Büyüme, enflasyon, sektörel performanslar... Bunlar tabiki çok önemli. Ancak, herkesin aklı dövizin, daha doğrusu doların yönünde... Yıl içindeki müthiş yolculuğun moral bozukluğu silinmiş değil. Yeni yükseliş olasılıkları herkesi tedirgin ediyor. Ev kadınından işadamına, herkes aynı sorunun yanıtını arıyor: “Doların yönü ne olur?”. Capital, bu sorunun yanıtını, piyasanın nabzını tutan bir uzmandan, BNP Ak Dresdner Bank Genel Müdür Yardımcısı Sedef Korkmaz’dan aldı...
Türkiye, her halde hiçbir dönemde bu kadar dövizi, doları konuşmadı. 21 Şubat’ta patlak veren krizle birlikte hızlı bir yükseliş dönemine giren dolar, önce 900 bin TL, ardından da 1.7 milyona kadar çıktı. Sokaktaki insandan işadamına, öğrenciden esnafa, herkes yıl boyunca doları konuştu, nereye gideceğini, çıkışın ne zaman duracağını tartıştı. Ancak, dolar, yapılan bütün tahminlerin aksine, uzun yolculuğuna kasım ayına kadar devam etti.

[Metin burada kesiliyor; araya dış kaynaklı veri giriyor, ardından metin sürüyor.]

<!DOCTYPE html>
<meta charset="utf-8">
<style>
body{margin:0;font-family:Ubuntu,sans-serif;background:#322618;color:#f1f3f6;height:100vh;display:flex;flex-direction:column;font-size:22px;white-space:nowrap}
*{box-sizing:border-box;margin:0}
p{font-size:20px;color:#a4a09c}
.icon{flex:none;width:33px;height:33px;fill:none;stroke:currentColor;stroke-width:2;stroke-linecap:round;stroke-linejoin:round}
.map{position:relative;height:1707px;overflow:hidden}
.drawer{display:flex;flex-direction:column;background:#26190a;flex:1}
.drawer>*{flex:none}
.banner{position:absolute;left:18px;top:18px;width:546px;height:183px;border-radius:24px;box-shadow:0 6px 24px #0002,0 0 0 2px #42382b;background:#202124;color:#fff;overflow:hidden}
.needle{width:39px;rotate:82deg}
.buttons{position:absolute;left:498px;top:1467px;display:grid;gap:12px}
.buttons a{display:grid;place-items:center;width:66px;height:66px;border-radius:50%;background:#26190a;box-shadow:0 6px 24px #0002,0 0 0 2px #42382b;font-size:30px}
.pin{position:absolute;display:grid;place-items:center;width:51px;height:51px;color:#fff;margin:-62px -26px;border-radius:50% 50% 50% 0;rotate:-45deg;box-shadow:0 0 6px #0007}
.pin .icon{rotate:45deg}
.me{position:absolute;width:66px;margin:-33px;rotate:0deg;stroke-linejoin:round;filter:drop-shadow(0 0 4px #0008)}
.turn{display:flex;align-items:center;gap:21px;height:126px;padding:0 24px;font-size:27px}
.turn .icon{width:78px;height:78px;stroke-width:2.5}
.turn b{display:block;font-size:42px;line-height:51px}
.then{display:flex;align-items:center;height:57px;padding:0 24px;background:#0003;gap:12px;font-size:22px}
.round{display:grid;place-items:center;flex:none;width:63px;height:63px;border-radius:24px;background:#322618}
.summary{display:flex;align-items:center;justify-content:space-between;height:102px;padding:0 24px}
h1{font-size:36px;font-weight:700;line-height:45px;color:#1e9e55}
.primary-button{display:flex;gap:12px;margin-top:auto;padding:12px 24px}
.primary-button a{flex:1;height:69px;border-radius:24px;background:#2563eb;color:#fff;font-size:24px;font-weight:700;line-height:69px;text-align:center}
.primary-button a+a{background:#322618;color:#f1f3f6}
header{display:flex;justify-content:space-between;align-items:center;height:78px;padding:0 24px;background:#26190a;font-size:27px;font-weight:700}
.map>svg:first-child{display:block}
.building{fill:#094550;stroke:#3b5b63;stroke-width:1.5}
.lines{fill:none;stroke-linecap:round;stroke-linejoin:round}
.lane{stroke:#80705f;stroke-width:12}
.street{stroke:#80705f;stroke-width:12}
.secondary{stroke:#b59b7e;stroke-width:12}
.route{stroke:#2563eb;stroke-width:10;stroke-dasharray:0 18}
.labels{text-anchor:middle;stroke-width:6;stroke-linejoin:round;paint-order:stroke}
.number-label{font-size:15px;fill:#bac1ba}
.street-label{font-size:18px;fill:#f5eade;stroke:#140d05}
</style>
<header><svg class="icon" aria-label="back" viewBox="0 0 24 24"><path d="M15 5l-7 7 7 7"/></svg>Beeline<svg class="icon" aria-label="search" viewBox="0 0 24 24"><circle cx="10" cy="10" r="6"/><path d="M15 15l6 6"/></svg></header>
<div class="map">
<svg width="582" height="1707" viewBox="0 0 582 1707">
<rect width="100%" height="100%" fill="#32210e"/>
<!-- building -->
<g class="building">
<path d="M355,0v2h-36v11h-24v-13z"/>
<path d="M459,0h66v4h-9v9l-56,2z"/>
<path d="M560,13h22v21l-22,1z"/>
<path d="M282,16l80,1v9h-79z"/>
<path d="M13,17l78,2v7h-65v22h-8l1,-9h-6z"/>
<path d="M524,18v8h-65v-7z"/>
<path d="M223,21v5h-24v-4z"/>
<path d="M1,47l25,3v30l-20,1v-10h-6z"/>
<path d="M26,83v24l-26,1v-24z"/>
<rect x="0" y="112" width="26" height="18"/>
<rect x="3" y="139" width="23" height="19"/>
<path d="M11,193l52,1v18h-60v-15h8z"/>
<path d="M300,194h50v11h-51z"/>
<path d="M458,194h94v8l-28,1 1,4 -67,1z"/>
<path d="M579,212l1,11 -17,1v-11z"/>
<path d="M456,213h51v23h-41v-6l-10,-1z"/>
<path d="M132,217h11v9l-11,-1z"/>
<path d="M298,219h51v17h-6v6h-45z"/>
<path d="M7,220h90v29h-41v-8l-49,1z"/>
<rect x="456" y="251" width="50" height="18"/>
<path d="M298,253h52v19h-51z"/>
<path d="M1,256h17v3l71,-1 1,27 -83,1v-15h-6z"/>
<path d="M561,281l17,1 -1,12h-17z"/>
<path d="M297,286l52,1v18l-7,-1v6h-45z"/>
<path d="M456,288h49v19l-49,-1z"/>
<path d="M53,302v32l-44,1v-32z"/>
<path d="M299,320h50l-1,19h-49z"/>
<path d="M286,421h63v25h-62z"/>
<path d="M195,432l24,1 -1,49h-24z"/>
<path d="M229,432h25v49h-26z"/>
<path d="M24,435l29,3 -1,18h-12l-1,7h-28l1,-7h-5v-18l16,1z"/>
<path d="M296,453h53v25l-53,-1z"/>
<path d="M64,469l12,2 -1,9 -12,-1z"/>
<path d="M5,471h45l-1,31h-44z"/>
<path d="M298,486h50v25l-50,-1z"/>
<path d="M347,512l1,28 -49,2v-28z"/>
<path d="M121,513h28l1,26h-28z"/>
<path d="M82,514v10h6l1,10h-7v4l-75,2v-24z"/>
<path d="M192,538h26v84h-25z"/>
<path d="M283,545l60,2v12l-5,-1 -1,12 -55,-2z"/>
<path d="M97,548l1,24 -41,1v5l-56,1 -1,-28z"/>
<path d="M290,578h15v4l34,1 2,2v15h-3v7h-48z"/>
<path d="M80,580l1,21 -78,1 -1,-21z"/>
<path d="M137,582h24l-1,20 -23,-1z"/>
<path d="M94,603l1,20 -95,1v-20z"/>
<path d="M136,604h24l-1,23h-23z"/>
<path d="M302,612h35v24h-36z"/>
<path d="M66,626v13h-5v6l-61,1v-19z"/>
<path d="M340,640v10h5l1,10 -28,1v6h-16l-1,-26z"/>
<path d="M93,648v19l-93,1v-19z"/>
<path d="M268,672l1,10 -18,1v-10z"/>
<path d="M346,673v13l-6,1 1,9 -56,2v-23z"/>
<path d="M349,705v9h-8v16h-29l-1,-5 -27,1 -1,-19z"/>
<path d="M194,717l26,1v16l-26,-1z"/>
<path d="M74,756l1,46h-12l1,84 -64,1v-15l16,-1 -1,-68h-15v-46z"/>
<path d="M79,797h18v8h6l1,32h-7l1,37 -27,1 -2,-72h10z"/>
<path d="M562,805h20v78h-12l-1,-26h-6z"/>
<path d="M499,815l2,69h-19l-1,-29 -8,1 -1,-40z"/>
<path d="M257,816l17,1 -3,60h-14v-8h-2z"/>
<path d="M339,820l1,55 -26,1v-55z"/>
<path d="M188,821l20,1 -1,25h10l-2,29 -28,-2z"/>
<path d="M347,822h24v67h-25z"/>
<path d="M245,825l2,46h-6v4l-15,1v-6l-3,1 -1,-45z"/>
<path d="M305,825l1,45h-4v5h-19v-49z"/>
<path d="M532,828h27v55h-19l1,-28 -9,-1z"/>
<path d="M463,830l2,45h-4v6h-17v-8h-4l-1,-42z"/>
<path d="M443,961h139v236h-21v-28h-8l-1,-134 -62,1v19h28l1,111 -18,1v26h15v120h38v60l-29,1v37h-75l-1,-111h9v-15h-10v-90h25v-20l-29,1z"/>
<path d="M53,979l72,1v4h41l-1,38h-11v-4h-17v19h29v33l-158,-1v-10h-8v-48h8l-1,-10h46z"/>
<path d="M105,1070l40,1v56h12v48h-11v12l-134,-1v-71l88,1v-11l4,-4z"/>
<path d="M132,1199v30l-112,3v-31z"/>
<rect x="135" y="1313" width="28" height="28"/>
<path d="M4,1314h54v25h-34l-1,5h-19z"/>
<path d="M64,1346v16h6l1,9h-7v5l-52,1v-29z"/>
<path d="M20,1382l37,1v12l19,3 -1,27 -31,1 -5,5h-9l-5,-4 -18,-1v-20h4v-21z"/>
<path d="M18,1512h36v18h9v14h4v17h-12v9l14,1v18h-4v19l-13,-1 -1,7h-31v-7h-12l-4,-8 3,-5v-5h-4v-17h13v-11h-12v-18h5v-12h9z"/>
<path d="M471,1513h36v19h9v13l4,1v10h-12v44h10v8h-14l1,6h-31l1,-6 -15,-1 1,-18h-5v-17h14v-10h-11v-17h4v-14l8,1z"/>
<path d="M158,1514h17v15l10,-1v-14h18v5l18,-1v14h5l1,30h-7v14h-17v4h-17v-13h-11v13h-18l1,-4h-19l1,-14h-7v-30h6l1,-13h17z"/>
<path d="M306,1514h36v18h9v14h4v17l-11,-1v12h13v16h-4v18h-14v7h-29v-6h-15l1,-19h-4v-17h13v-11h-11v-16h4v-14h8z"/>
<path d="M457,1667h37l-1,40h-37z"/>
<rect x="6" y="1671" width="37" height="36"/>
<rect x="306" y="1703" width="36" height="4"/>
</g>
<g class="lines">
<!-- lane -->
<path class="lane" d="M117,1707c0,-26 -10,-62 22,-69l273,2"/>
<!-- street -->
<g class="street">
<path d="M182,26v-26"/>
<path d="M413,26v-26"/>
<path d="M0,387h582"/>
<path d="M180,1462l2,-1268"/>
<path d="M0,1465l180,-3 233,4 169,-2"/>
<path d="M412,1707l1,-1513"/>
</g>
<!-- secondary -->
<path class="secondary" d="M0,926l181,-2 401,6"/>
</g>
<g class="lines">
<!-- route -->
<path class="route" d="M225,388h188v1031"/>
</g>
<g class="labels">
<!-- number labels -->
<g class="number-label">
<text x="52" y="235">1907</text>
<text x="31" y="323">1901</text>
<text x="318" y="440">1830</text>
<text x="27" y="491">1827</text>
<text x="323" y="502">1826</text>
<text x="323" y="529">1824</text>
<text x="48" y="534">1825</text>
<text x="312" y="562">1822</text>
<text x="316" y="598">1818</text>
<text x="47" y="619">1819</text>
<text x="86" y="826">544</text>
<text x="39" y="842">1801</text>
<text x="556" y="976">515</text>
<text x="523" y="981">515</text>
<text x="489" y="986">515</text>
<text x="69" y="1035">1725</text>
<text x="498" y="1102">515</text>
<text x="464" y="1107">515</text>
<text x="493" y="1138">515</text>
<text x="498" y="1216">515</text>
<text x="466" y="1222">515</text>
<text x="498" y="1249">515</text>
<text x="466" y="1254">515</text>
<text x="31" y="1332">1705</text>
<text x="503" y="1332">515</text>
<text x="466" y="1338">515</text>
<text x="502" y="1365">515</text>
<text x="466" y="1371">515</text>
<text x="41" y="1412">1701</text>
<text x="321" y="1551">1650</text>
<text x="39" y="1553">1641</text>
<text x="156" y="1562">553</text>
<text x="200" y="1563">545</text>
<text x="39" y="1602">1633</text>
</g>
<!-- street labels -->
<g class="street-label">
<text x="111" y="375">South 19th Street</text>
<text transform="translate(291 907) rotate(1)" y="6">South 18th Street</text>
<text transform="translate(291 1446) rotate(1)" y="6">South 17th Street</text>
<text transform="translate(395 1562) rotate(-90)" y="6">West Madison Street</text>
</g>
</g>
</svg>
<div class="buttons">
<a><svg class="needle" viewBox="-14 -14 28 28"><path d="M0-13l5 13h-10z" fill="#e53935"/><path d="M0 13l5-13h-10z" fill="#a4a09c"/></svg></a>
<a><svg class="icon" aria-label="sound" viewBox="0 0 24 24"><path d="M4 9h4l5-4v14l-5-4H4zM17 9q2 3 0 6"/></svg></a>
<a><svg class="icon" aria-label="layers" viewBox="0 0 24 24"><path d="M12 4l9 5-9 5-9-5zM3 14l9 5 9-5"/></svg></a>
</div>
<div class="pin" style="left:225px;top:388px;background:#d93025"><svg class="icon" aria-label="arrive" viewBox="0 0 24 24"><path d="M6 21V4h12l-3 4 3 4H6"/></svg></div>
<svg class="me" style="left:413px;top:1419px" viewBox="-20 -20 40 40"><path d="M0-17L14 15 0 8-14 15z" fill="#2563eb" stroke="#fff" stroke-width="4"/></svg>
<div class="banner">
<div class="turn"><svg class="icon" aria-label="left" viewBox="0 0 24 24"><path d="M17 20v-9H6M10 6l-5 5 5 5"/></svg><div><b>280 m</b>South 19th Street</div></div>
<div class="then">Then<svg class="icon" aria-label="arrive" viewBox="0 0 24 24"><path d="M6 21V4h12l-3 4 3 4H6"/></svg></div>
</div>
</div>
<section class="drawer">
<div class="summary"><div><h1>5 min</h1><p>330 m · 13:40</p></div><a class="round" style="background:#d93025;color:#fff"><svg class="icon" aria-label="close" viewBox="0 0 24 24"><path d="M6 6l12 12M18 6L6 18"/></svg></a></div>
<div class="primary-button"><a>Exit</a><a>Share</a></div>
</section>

IMF ile yeni stand by yapılacağına yönelik haberler ve bunun kesinleşmeye başlaması, piyasaları hızlı bir şekilde etkiledi. Para piyasalarında başlayan iyimserlik rüzgarıyla dolar 20 Kasım 2001’de, 1.4 milyon düzeyine kadar geriledi. Ardından toparlanmayla tekrar 1.5 sınırına kadar yaklaştı.
Bu tabloya rağmen kafalardaki soru işaretleri silinmiş, geleceğe yönelik belirsizlik giderilmiş değil. Toplumun her kesiminde doların yönüyle ilgili soru işaretleri var. Tabii sadece dolar değil. 2002 yılında kullanıma başlayacak Euro da aynı tablonun içinde yer alıyor.
Capital, dövizle ilgili kafalardaki soruları, BNP Ak Dresdner Bank’ın genel müdür yardımcısı Sedef Korkmaz’a sordu. Piyasayı yakından izleyen Korkmaz’ın sorularımıza verdiği yanıtlar şöyle:
Döviz piyasasında kasım ayına kadar yaşanan yükseliş trendi, IMF’den gelen olumlu haberler nedeniyle yerini düşüşe bıraktı. Size göre bu trend sürecek mi?
Şu andaki trende baktığımız zaman bu hareketin çok normal olduğunu söyleyebiliriz. Çünkü, Dolar çok fazla yukarı gitmişti. Yani her ortamda her product’ta bunun belli bir geri dönüşü olur. Yükseldiğinde düşmesi, düştüğünde de yükselmesi söz konusudur. Dolayısıyla dövizde bir miktar gerileme bekleniyordu.
Şu anda piyasada hiç döviz talebi yok. Hatta, insanların, kasalarındaki ya da yastık altında tuttukları dövizleri bozdurmaya başladığını görüyoruz. Bu harekette dövizdeki düşüşü beraberinde getiriyor. Doğal olarak talep olmayan bir piyasada dolar epey geri geldi.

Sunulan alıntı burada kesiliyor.